# International Hedgehog: Japan



## ToastJapan (Feb 15, 2012)

Hello, I recently picked up a hedgehog from a breeder in Tokyo, Japan. While he was very helpful and said I could contact him with any questions, the language barrier is still sometimes a problem and I don't want that to affect Tzeentch.

I was wondering if there are any other hedgehog owners in my area/country that I could run some things by. (Good, reliable vets, stores that cater more towards hedgehogs etc) 

Looking forward to sharing with everyone : )


----------



## shaelikestaquitos (Feb 2, 2010)

Unfortunately the amount of members in Asia are very limited... I've only seen a couple of members from the Philippines and one other member who was in Korea. I'm originally from Korea, but alas, I am studying in Canada at the moment, so I'm afraid I can't help.

Please feel free to post about your hoggie though! We'd love for you to join our community  Always awesome to see owners from all over the world~


----------



## ToastJapan (Feb 15, 2012)

Thanks. Id be glad to share. I got Tzeentch (pronounced Zeen-tch) on the14th. The breeder told me he was 8 weeks old. He's very friendly and is adjusting very well. Ive looked around the forum here for a while, but is there anything I should keep an eye out for? 

I am curious as to what is considered "too much scratching" Tzeentch will come out at night after I go to sleep and he'll scratch for about 15-30 minutes. Not non-stop but he scratches at night and doesn't during the day. 
Is this normal? He isn't losing any quills. I'm wondering if it's just cause of his age.

I'm using aspen wood for bedding but I may switch to the fleece option and Try to litter train him. 

He eats normally and I give him un seasoned cooked chicken on occasion. The forum said no more than 3-4 times per week for treats. 

I love the little guy very much. Let me know if there's anything I should do to make his life better


----------



## ShutUpAndSmile (Mar 7, 2011)

Well hedgehogs are nocternal. So he is just sleeping during the day and probably why he only scratching at night.
Fleece is definitely a better option as wood and care fresh harbor mites. 
I recommend checking out our heating and lighting sections because they are very important.
Does he have a wheel?
Also a water bowl over a bottle is a better choice :3 (just saying lol )

Congrats on your new baby also!
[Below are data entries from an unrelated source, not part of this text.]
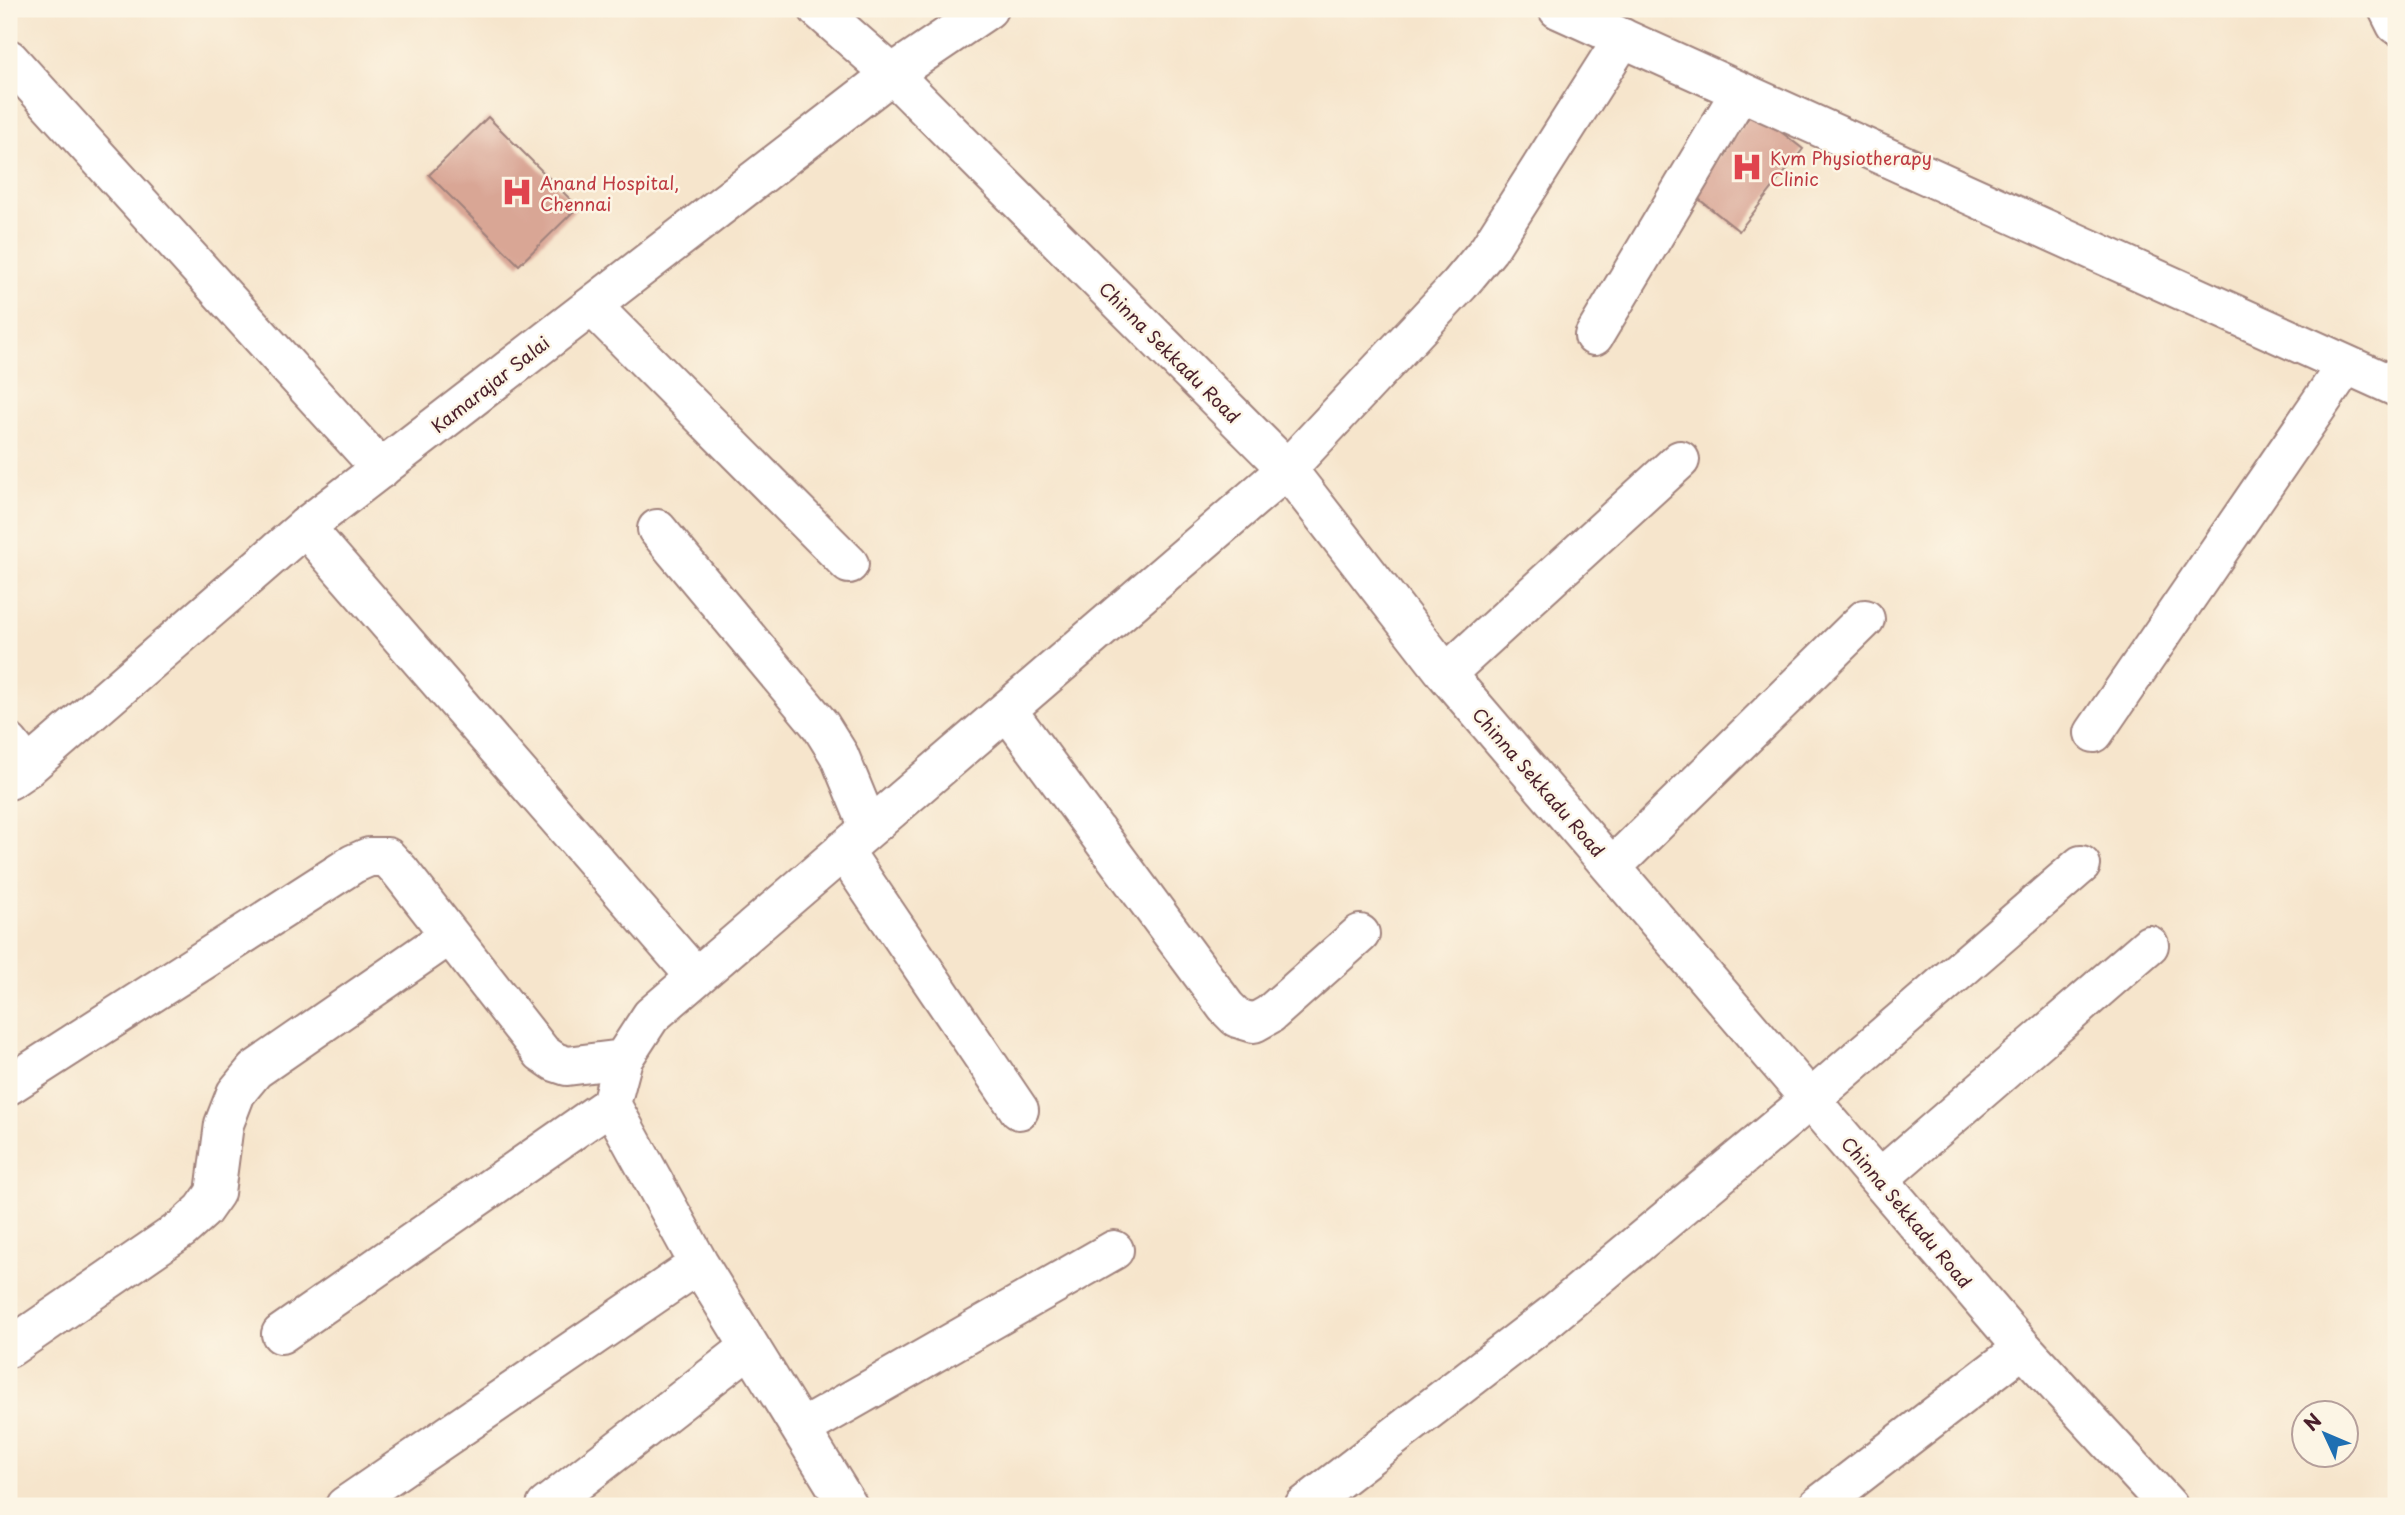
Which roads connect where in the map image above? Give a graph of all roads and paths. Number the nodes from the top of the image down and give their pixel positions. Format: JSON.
{"nodes":[{"id":1,"x":818,"y":9,"type":"edge"},
{"id":2,"x":988,"y":9,"type":"edge"},
{"id":3,"x":1558,"y":9,"type":"edge"},
{"id":4,"x":2388,"y":9,"type":"edge"},
{"id":5,"x":2396,"y":25,"type":"edge"},
{"id":6,"x":1623,"y":38,"type":"junction"},
{"id":7,"x":9,"y":59,"type":"edge"},
{"id":8,"x":892,"y":74,"type":"junction"},
{"id":9,"x":1740,"y":92,"type":"junction"},
{"id":10,"x":592,"y":306,"type":"junction"},
{"id":11,"x":1594,"y":336,"type":"dead end"},
{"id":12,"x":2346,"y":365,"type":"junction"},
{"id":13,"x":2396,"y":387,"type":"edge"},
{"id":14,"x":1680,"y":460,"type":"dead end"},
{"id":15,"x":381,"y":468,"type":"junction"},
{"id":16,"x":1287,"y":469,"type":"junction"},
{"id":17,"x":305,"y":527,"type":"junction"},
{"id":18,"x":657,"y":529,"type":"dead end"},
{"id":19,"x":849,"y":564,"type":"dead end"},
{"id":20,"x":1865,"y":619,"type":"dead end"},
{"id":21,"x":1446,"y":674,"type":"junction"},
{"id":22,"x":1007,"y":709,"type":"junction"},
{"id":23,"x":2094,"y":733,"type":"dead end"},
{"id":24,"x":15,"y":763,"type":"edge"},
{"id":25,"x":856,"y":839,"type":"junction"},
{"id":26,"x":2081,"y":865,"type":"dead end"},
{"id":27,"x":1612,"y":867,"type":"junction"},
{"id":28,"x":1360,"y":934,"type":"dead end"},
{"id":29,"x":450,"y":935,"type":"junction"},
{"id":30,"x":2149,"y":945,"type":"dead end"},
{"id":31,"x":696,"y":977,"type":"junction"},
{"id":32,"x":624,"y":1059,"type":"junction"},
{"id":33,"x":9,"y":1085,"type":"edge"},
{"id":34,"x":1811,"y":1099,"type":"junction"},
{"id":35,"x":611,"y":1104,"type":"junction"},
{"id":36,"x":1019,"y":1110,"type":"dead end"},
{"id":37,"x":1879,"y":1179,"type":"junction"},
{"id":38,"x":1114,"y":1250,"type":"dead end"},
{"id":39,"x":699,"y":1264,"type":"junction"},
{"id":40,"x":281,"y":1334,"type":"dead end"},
{"id":41,"x":750,"y":1347,"type":"junction"},
{"id":42,"x":9,"y":1348,"type":"edge"},
{"id":43,"x":2023,"y":1348,"type":"junction"},
{"id":44,"x":801,"y":1429,"type":"junction"},
{"id":45,"x":2164,"y":1505,"type":"edge"},
{"id":46,"x":345,"y":1506,"type":"edge"},
{"id":47,"x":546,"y":1506,"type":"edge"},
{"id":48,"x":848,"y":1506,"type":"edge"},
{"id":49,"x":1304,"y":1506,"type":"edge"},
{"id":50,"x":1818,"y":1506,"type":"edge"}],
"edges":[{"from":1,"to":8,"type":"street","name":"Chinna Sekkadu Road"},
{"from":2,"to":8,"type":"street","name":"Kamarajar Salai"},
{"from":3,"to":6,"type":"street"},
{"from":4,"to":5,"type":"street"},
{"from":6,"to":9,"type":"street"},
{"from":6,"to":16,"type":"street"},
{"from":7,"to":15,"type":"street"},
{"from":8,"to":10,"type":"street","name":"Kamarajar Salai"},
{"from":8,"to":16,"type":"street","name":"Chinna Sekkadu Road"},
{"from":9,"to":11,"type":"street"},
{"from":9,"to":12,"type":"street"},
{"from":10,"to":15,"type":"street","name":"Kamarajar Salai"},
{"from":10,"to":19,"type":"street"},
{"from":12,"to":13,"type":"street"},
{"from":12,"to":23,"type":"street"},
{"from":14,"to":21,"type":"street"},
{"from":15,"to":17,"type":"street","name":"Kamarajar Salai"},
{"from":16,"to":21,"type":"street","name":"Chinna Sekkadu Road"},
{"from":16,"to":22,"type":"street"},
{"from":17,"to":24,"type":"street","name":"Kamarajar Salai"},
{"from":17,"to":31,"type":"street"},
{"from":18,"to":25,"type":"street"},
{"from":20,"to":27,"type":"street"},
{"from":21,"to":27,"type":"street","name":"Chinna Sekkadu Road"},
{"from":22,"to":25,"type":"street"},
{"from":22,"to":28,"type":"street"},
{"from":25,"to":31,"type":"street"},
{"from":25,"to":36,"type":"street"},
{"from":26,"to":34,"type":"street"},
{"from":27,"to":34,"type":"street","name":"Chinna Sekkadu Road"},
{"from":29,"to":32,"type":"street"},
{"from":29,"to":33,"type":"street"},
{"from":29,"to":42,"type":"street"},
{"from":30,"to":37,"type":"street"},
{"from":31,"to":32,"type":"street"},
{"from":32,"to":35,"type":"street"},
{"from":34,"to":37,"type":"street","name":"Chinna Sekkadu Road"},
{"from":34,"to":49,"type":"street"},
{"from":35,"to":39,"type":"street"},
{"from":35,"to":40,"type":"street"},
{"from":37,"to":43,"type":"street","name":"Chinna Sekkadu Road"},
{"from":38,"to":44,"type":"street"},
{"from":39,"to":41,"type":"street"},
{"from":39,"to":46,"type":"street"},
{"from":41,"to":44,"type":"street"},
{"from":41,"to":47,"type":"street"},
{"from":43,"to":45,"type":"street","name":"Chinna Sekkadu Road"},
{"from":43,"to":50,"type":"street"},
{"from":44,"to":48,"type":"street"}]}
We love pics ;P


----------



## ToastJapan (Feb 15, 2012)

I've looked at the heating sections and have began to try and find CHE's here in japan. He does have a wheel, but i'm worried that its both a) too big for him to get into and b) i is the plastic kind that is made up of 2 parts clipped together. I've been looking at the carolina storm wheel vendor and I will order one this weekend because that is the safest option.
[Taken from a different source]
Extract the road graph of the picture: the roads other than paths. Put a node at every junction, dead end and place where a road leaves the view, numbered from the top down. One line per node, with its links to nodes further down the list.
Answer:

I have a digital thermometer and it usually sits around 24 celsius (~75 f) so I think he's fine there.

For lighting I have a light set on a timer that turns it on in the morning at 7am and shuts it off at night at 9pm. Are those hours ok or should I adjust them. I also had a question regarding that. For the lighting, does the room also need to be silent or can I still be in the room and not affect him? Also, can I drape a breathable cloth that doesn't let light through if I need to have the light on to do homework or be at my desk?
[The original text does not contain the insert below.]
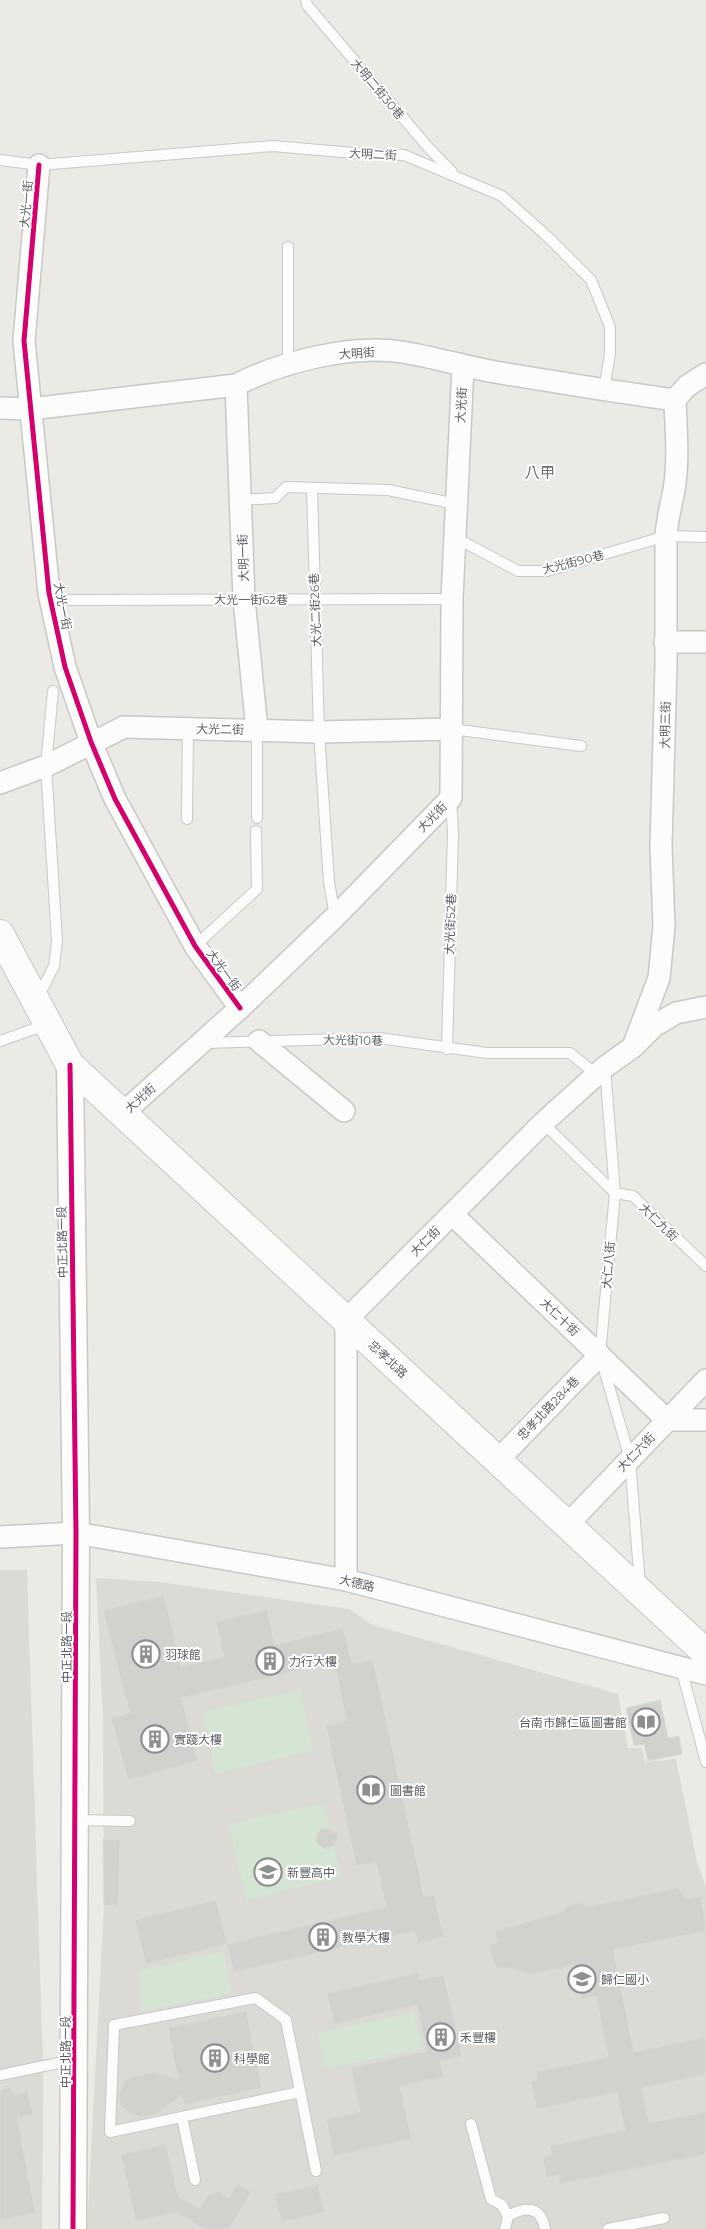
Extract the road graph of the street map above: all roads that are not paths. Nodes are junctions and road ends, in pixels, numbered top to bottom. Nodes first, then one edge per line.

So far, he doesnt seem to like carrots (boiled or fresh). I've heard of feeding them plain, unflavored yogurt on occasion as well. Is that a good thing/bad thing to do?

I'm going to pick up a digital scale for him tomorrow as well to track his weight as he grows. Is there a portion amount for things like meat (chicken) and other vegetables?

Final question (sorry to go on but I just want to make sure I'm tending to his needs) I haven't been able to find a place that sells meal worms here, but I found a shop that sells varied sizes of crickets. Are those ok for him to eat? If so how many per day/week should he have?

Thank you in advanced for answer my questions : ]

Tzeentch


----------